This is my first year in graduate school. I am studying computer science. Our group has 2 faculty advisors and ~8 students (faculty are married). The group is established in a niche part of the subdiscipline of computer science that I study.
My advisor really wants our group to break out into a second niche. I was chosen to lead the effort to do this. It wasn't clear why I was chosen, but I am older and have work experience and I am unique because I also recently finished my undergraduate and have a very strong background in mathematics. Our group are mostly 1st and 2nd years, there are 1 or 2 4th/5th year students.
I love the area they want to break into, it is interesting to me, but we have no one in our university that specializes in this area. My advisor wants me to figure out a solution to a problem and publish my ideas, but has not set any expectations beyond "you need to submit a paper."

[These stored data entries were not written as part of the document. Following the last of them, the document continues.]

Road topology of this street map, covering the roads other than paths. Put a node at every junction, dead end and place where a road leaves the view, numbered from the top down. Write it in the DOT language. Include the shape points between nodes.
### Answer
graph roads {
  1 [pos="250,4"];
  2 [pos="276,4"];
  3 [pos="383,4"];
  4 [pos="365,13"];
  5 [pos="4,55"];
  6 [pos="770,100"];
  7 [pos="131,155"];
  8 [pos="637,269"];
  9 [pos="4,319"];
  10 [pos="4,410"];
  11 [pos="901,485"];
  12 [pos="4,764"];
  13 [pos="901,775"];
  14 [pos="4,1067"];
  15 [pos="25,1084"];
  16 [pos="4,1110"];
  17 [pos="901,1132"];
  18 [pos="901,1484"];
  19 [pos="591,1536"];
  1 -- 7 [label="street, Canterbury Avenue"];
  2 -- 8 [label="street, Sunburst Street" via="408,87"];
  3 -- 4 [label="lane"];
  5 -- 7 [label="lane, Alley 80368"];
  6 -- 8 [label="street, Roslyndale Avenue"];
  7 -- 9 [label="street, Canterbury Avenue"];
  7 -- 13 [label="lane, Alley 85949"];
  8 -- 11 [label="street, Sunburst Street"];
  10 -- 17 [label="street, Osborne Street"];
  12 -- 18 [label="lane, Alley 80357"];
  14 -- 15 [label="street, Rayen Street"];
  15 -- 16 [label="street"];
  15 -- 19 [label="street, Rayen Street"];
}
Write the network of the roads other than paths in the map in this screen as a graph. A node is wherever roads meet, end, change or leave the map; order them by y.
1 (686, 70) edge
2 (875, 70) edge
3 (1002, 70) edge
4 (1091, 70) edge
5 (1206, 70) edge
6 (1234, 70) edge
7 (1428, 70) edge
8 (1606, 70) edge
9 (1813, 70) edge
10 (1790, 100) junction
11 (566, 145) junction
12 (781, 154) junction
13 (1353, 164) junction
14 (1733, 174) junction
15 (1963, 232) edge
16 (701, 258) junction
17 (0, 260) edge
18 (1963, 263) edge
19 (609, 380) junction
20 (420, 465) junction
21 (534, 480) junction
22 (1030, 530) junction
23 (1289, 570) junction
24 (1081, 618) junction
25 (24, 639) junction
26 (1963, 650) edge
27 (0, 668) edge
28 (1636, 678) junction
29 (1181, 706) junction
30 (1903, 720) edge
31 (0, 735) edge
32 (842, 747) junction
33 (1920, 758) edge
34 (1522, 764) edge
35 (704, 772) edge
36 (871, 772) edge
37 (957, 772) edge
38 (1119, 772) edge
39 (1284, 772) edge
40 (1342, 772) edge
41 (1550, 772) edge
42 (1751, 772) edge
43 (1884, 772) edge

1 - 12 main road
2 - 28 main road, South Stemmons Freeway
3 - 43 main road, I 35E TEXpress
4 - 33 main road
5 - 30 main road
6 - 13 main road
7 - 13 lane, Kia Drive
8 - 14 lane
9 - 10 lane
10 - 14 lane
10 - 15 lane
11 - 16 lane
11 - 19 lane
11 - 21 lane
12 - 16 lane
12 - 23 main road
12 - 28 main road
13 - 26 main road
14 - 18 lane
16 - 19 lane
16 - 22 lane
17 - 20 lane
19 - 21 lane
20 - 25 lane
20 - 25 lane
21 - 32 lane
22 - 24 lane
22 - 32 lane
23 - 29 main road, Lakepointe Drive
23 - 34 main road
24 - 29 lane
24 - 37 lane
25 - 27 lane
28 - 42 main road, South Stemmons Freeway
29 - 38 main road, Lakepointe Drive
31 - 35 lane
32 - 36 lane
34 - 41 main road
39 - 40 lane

Is this something other people have experienced? Is it normal for a first year graduate student to be asked to single handedly publish work that will establish a new area of research for a group? Are these standard expectations? In the industry usually there were step-by-step expectations that culminated in selling a product.
Road blocks I am facing:
1) Advisor doesn't set expectations beyond "submit a paper"
2) Advisors have all the other students working on different projects, people don't have time to help me.
3) Only 4 of the 8 speak fluent English (as well as both advisors).
4) I am also teaching ~40 students, 2 labs, work heavy engineering course
Is this just how graduate school is? Am I doing something wrong? Did I just land in a difficult group? I am so worried I am too stretched thin to accomplish anything. I want to communicate this to my advisor, but I am worried I will become a burden in my first year which will be a bad thing for me.